Pesto Potato Salad with Green Beans
2 lb new potatoes, quartered
1/2 lb green beans (better go for 1 lb)
2-3 scallions, chopped

1 bunch of basil, just the leaves
1-2 cloves garlic
~1/4 C of olive oil

1/2 C pine nuts, toasted
a splash of mild vinegar
salt & pepper
parmesan for garnish


Wash and cut the potatoes into bite-sized peaces (not too small though, not diced). Place them in a pot, cover with water and boil then until tender, 8 to 10 minutes. Add the beans (ends trimmed and cut into inch-sized peaces) and boil another 2-3 minutes. The beans shouldn't be soft but still a bit crunchy. Drain well and let cool. While this is all happening, make pesto from the basil, garlic and olive oil; add just enough oil to make a paste, not all of it. Stir the pesto, scallions and pine nuts with the beans and potatoes. Season with salt, pepper and vinegar, stir, garnish with parmesan, serve. Awesome. (Hint: make more pesto than you need - you are going to love the pesto-potato combination so much, you'll want more pesto. Or use it on some pasta. Or bread. Or just about anything else.)

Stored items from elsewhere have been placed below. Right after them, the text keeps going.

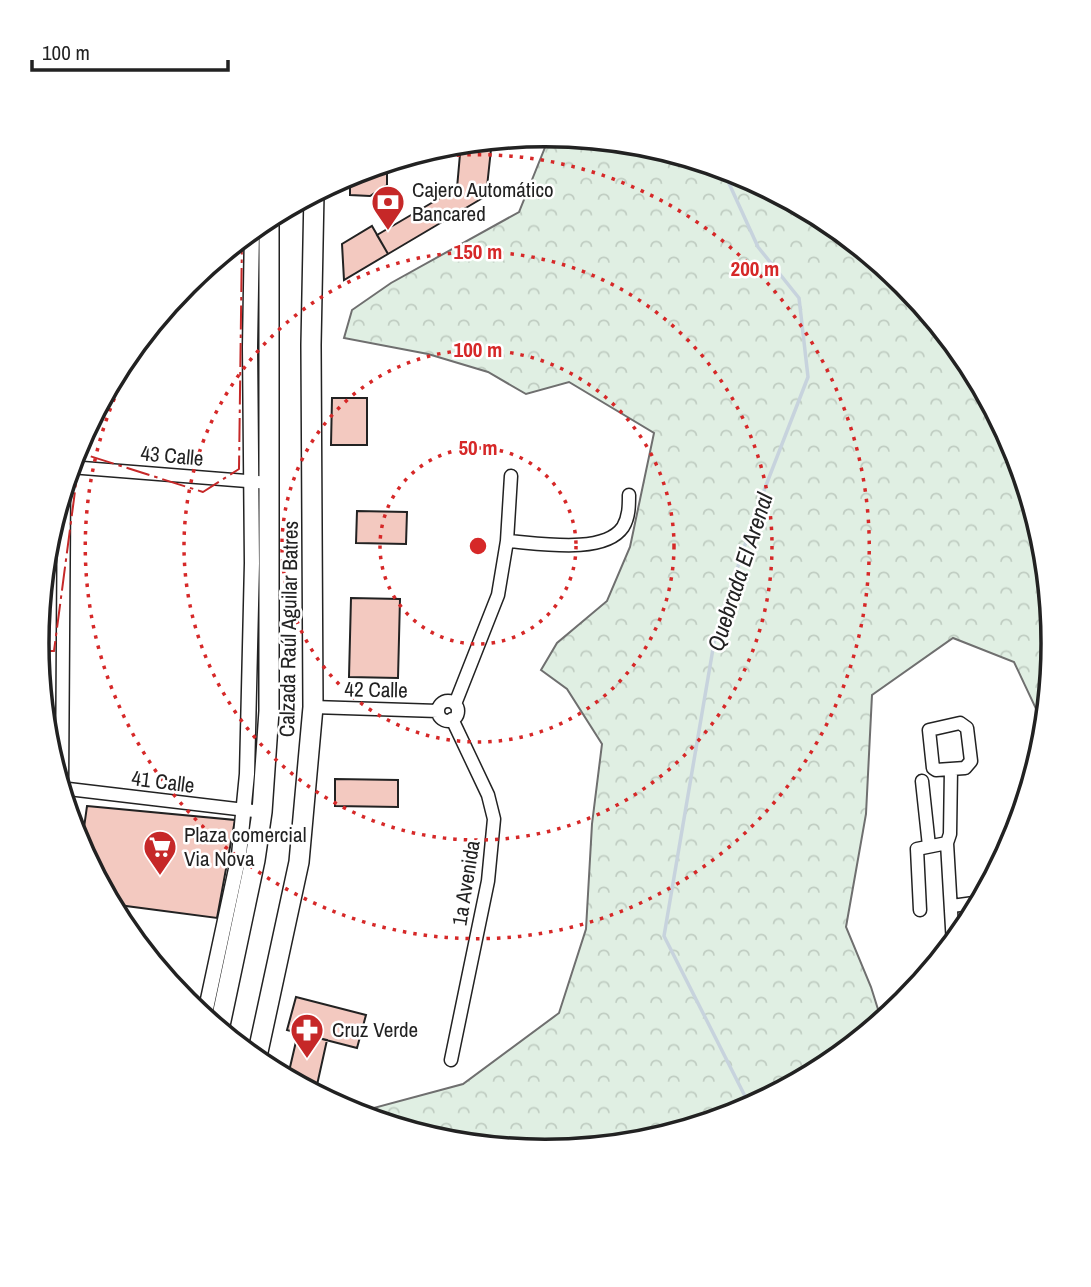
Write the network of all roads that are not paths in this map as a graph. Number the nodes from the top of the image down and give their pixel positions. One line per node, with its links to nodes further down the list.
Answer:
1 (314, 205): 11 (highway, Calzada Raúl Aguilar Batres)
2 (269, 232): 6 (highway, Calzada Raúl Aguilar Batres)
3 (253, 243): 6 (street)
4 (81, 468): 6 (street, 43 Calle)
5 (511, 476): 9 (street)
6 (261, 483): 18 (highway, Calzada Raúl Aguilar Batres)
7 (629, 495): 9 (street)
8 (64, 526): 14 (street)
9 (508, 541): 10 (street)
10 (455, 704): 12 (street); 13 (street)
11 (313, 708): 12 (street, 42 Calle); 27 (highway, Calzada Raúl Aguilar Batres)
12 (438, 711): 13 (street)
13 (452, 719): 28 (street, 1a Avenida)
14 (61, 751)
15 (951, 769): 15 (street); 19 (street)
16 (922, 781): 20 (street)
17 (71, 789): 18 (street, 41 Calle)
18 (253, 812): 25 (street); 26 (highway, Calzada Raúl Aguilar Batres)
19 (947, 844): 20 (street); 22 (street)
20 (929, 846): 23 (street)
21 (968, 904): 22 (street)
22 (952, 906): 24 (street)
23 (920, 910)
24 (953, 927)
25 (207, 1006)
26 (221, 1020)
27 (259, 1048)
28 (451, 1060)

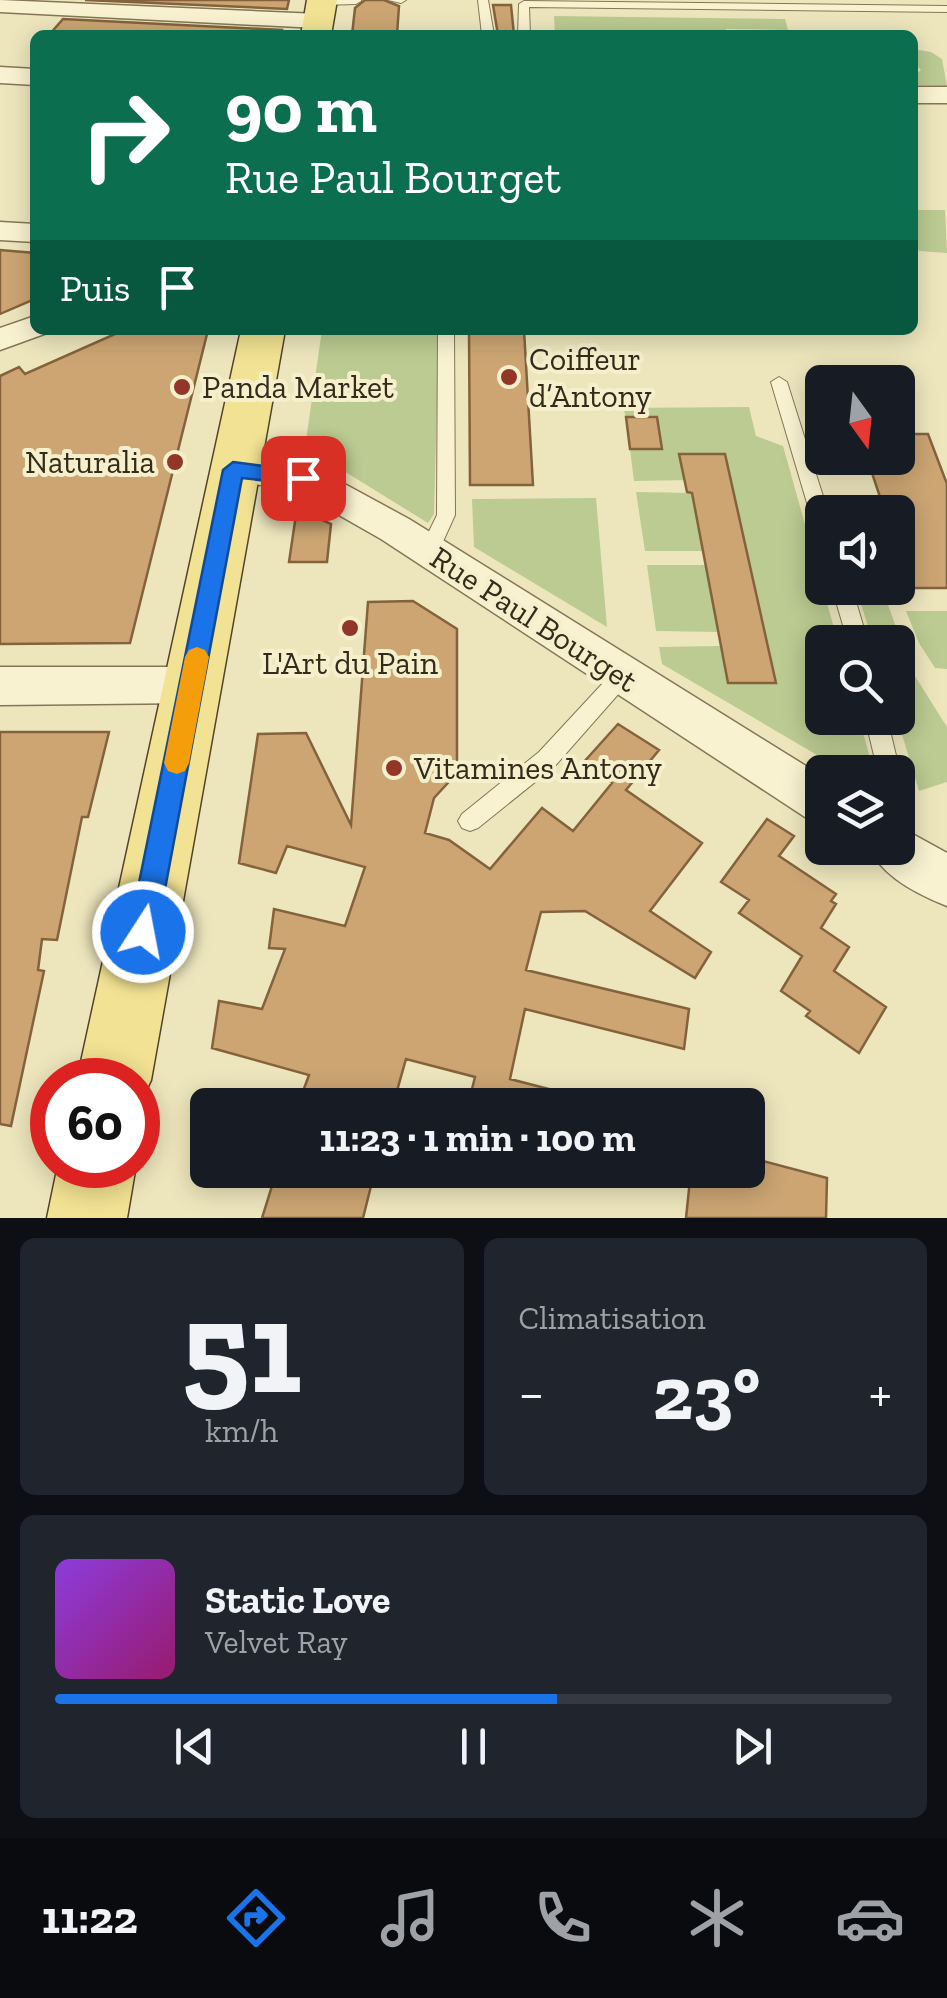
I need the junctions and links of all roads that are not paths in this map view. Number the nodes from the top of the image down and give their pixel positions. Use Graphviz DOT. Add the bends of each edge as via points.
graph roads {
  1 [pos="393,0"];
  2 [pos="401,0"];
  3 [pos="483,0"];
  4 [pos="356,2"];
  5 [pos="0,5"];
  6 [pos="947,8"];
  7 [pos="320,15"];
  8 [pos="487,30"];
  9 [pos="524,30"];
  10 [pos="0,75"];
  11 [pos="30,77"];
  12 [pos="918,95"];
  13 [pos="947,95"];
  14 [pos="0,231"];
  15 [pos="30,234"];
  16 [pos="30,328"];
  17 [pos="262,335"];
  18 [pos="446,335"];
  19 [pos="0,340"];
  20 [pos="779,382"];
  21 [pos="233,470"];
  22 [pos="814,495"];
  23 [pos="429,552"];
  24 [pos="622,676"];
  25 [pos="191,685"];
  26 [pos="0,686"];
  27 [pos="805,791"];
  28 [pos="470,821"];
  29 [pos="915,861"];
  30 [pos="947,882"];
  31 [pos="118,1058"];
  32 [pos="92,1188"];
  33 [pos="86,1218"];
  1 -- 2 [label="lane"];
  3 -- 8 [label="lane"];
  4 -- 7 [label="lane"];
  5 -- 7 [label="street"];
  6 -- 9 [label="lane" via="524,4"];
  10 -- 11 [label="street"];
  12 -- 13 [label="street"];
  14 -- 15 [label="street"];
  16 -- 19 [label="street"];
  17 -- 21 [label="main road"];
  18 -- 23 [label="lane" via="446,515"];
  20 -- 22 [label="lane"];
  21 -- 23 [label="street, Rue Paul Bourget" via="303,478"];
  21 -- 25 [label="main road"];
  23 -- 24 [label="street, Rue Paul Bourget"];
  24 -- 27 [label="street, Rue Paul Bourget"];
  24 -- 28 [label="lane" via="547,759"];
  25 -- 26 [label="street"];
  25 -- 31 [label="main road"];
  29 -- 30 [label="street"];
  32 -- 33 [label="main road"];
}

The bottom line of this very long post is that there is a bigger picture behind the tasty recipes and pretty pictures, the picture of the vast food industry which we are all supporting with our choices of where we shop and what we buy. Support your local farmers. Vote with your wallet. Know where your food came from, who it came from. Be proactive. Do what you can - your actions matter. And enjoy the potato salad!

PS. For more blogs on sustainable food check this review.

4 comments:

kamran siddiqi said...

Your blog is amazing! I love how simple it is, but it has such great content. And the photos- just beautiful! Heck they're better than mine! (I'm a novice at photography, but I am still in the process of learning).

The potato salad looks delish!

Great post, and great blog!

Ivastar said...

Welcome, Kamran! Very glad you like it!

Jackie @PhamFatale.com said...

This salad looks so elegant. I love how the pesto really brightens up the potatoes. It's so much more upscale than the regular ol' potato salad

CheapAppetite said...

$4.50 is very affordable. There's a new farmer market near my condo. I did shop there sometimes. They are a bit pricey though. I'll try to buy local as much as my wallet let me. lol. Nice looking salad:) Thanks for sharing.